My 21 year old son started experiencing a dull ache in his right kidney area six days into taking LEAN EFX, and he continued taking LEAN EFX until day 12 when he was transported to the hospital.  He was trembling, tingling all over his entire body, couldn't speak, convulsing with locked arms and hands with severe pain in his right kidney area.  I tried to contact the Fahrenheit Nutrition LEAN EFX manufactures to discuss side effects and found that the website on their bottle doesn't exist.  I contacted their distributors and NO ONE can give me an actual physcial address for where LEAN EFX is actually manufactured.  The copyright on their branding is from 2010 which is very new and even their PRIMARY distributors have no idea where these capsules are actually being processed or by whom.  I am continuing my research; however I would highly suggest for anyone that takes any type of NON FDA approved capsules to FIRST find out if you determine where they are being manufactured, not distribution centers.


----------



## Arnold (Aug 3, 2010)

*Welcome to our bodybuilding & fitness community*

*Raquel8922* welcome to IM! 

*FYI* - this forum is for new member introductions, please post specific questions in the appropriate forums, thanks! 

*Forums:*

Weight Training
Supplements
Diet & Nutrition
Anabolic Zone
General Health

*Please join our Free newsletter: *sign-up here!

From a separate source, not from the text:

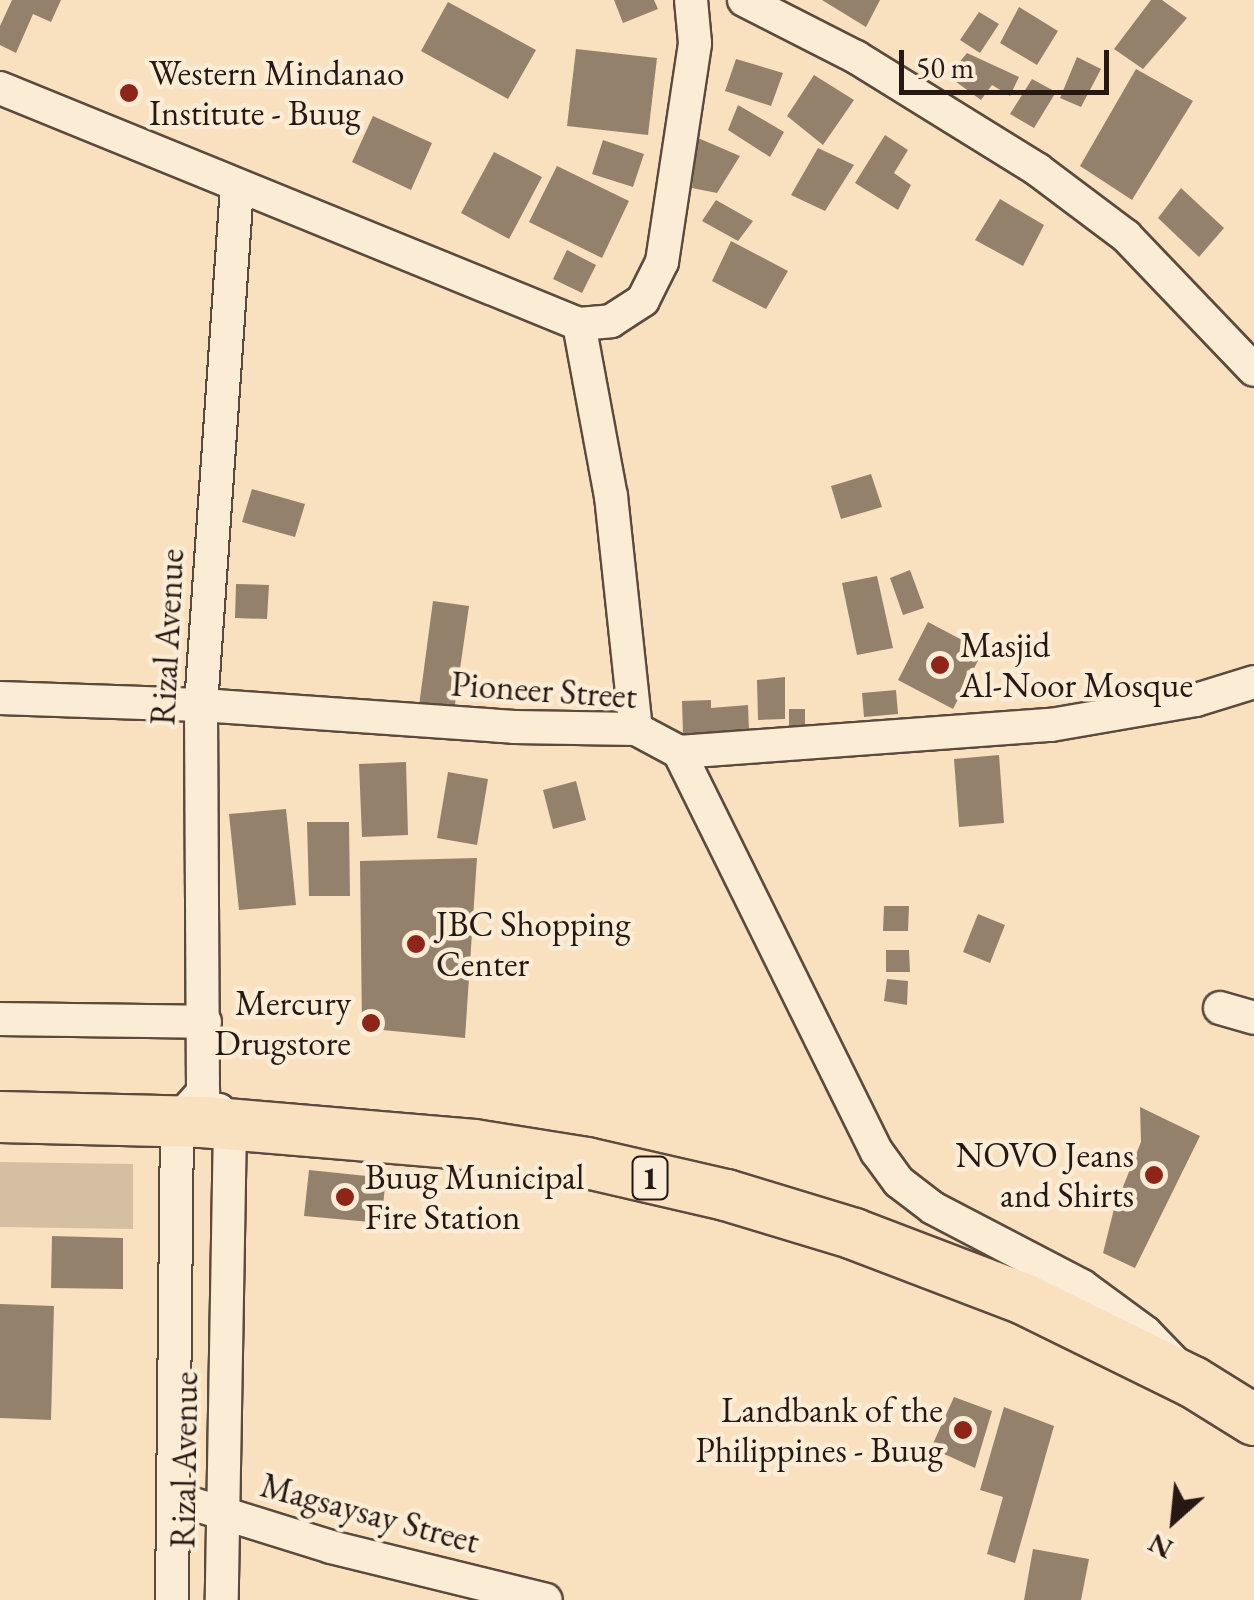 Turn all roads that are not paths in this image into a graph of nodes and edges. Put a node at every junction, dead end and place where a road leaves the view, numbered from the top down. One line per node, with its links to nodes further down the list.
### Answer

*Check out all of the benefits of becoming an* Elite Member


Note: This is an automated message.


----------



## World-Pharma.org (Aug 3, 2010)

Welcome to the forum.

best-regards

world-pharma.org


----------



## twarrior (Aug 3, 2010)

There is a contact number 770-945-9673 on the website LEAN-EFX??? Next Generation Energy.  Hope all works out.


----------